> **WHAT YOU WILL DO**: Copy out the lines below that hold the word "Édouard".

> **TASK INPUT**:
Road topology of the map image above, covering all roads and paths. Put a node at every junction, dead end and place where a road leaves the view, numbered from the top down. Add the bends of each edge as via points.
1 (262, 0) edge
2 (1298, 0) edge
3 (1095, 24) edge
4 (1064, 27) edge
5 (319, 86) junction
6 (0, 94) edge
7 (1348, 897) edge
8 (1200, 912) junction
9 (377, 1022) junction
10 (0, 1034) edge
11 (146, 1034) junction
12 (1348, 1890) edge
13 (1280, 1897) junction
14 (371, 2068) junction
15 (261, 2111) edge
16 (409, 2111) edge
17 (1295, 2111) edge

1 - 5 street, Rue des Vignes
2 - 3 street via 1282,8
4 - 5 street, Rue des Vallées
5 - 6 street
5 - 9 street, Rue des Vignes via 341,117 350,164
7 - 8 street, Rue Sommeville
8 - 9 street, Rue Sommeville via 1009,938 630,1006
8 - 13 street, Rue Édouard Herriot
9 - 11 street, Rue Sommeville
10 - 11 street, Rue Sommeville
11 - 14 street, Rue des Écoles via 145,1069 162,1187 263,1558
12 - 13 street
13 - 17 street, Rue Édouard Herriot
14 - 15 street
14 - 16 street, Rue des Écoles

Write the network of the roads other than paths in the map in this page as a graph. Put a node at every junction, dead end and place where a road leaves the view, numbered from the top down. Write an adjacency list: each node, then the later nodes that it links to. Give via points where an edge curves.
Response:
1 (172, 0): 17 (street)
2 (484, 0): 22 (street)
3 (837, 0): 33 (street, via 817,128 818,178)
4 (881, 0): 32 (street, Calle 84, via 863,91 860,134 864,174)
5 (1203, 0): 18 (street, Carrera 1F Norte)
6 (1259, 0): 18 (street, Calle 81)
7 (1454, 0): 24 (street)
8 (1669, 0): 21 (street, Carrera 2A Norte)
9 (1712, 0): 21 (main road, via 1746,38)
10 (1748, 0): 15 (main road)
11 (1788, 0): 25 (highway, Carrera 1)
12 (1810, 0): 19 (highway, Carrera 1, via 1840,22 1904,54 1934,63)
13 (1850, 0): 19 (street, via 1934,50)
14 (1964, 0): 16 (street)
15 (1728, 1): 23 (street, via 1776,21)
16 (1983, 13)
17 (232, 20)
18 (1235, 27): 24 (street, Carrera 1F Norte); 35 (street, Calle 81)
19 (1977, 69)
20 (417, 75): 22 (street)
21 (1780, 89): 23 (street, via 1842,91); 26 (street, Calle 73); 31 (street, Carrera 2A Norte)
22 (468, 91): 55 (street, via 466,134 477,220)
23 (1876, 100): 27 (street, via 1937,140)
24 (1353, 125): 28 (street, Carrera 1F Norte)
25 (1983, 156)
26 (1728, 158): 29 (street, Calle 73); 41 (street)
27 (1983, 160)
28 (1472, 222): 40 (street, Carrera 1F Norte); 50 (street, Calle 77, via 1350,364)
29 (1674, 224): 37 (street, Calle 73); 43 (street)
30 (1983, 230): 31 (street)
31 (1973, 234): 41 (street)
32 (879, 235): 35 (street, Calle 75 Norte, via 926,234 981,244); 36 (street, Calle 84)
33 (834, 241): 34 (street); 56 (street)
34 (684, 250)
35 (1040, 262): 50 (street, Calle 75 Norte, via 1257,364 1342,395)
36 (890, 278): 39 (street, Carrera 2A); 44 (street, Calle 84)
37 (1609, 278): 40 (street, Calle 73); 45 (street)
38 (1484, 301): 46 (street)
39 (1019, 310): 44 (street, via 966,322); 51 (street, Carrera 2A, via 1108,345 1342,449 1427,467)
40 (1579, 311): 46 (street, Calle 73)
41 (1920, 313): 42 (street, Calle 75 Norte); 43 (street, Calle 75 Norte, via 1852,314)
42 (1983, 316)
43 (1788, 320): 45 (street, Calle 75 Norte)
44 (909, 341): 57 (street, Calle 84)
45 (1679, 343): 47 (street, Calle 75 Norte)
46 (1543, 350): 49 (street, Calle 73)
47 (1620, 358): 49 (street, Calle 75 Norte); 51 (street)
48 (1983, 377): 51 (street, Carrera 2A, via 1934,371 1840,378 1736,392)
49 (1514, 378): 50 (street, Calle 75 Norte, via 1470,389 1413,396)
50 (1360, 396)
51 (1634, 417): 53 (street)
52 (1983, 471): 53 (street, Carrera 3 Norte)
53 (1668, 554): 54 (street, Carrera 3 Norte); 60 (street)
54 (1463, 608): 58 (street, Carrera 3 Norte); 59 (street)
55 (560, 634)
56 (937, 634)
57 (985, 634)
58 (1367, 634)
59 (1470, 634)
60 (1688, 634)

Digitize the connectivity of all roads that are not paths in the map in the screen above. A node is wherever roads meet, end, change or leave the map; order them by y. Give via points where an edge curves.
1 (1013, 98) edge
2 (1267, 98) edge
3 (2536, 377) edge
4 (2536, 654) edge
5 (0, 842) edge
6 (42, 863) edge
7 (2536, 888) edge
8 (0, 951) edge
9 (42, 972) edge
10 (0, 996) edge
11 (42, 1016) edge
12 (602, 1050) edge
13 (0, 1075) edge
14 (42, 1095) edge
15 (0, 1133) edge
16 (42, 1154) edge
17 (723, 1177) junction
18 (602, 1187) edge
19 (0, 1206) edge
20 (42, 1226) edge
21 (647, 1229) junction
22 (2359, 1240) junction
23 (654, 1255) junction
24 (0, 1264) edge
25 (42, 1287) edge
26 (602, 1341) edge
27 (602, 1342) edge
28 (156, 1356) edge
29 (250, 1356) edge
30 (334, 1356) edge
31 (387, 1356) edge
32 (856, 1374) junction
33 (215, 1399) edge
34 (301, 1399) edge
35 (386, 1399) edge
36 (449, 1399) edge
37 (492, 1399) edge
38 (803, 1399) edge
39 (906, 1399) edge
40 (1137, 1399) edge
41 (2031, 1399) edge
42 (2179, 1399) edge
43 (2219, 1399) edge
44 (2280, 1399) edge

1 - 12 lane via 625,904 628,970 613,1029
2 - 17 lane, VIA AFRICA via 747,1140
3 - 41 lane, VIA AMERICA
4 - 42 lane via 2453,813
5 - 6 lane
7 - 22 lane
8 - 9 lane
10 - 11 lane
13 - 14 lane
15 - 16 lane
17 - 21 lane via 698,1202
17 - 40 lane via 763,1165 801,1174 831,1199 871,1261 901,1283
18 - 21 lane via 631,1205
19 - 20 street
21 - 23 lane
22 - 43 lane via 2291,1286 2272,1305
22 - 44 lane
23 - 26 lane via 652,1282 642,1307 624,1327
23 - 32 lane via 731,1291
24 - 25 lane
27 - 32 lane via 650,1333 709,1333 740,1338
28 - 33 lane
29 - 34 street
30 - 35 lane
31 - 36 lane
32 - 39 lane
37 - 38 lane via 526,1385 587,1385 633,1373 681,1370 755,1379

> **EXPECTED ANSWER**:
8 - 13 street, Rue Édouard Herriot
13 - 17 street, Rue Édouard Herriot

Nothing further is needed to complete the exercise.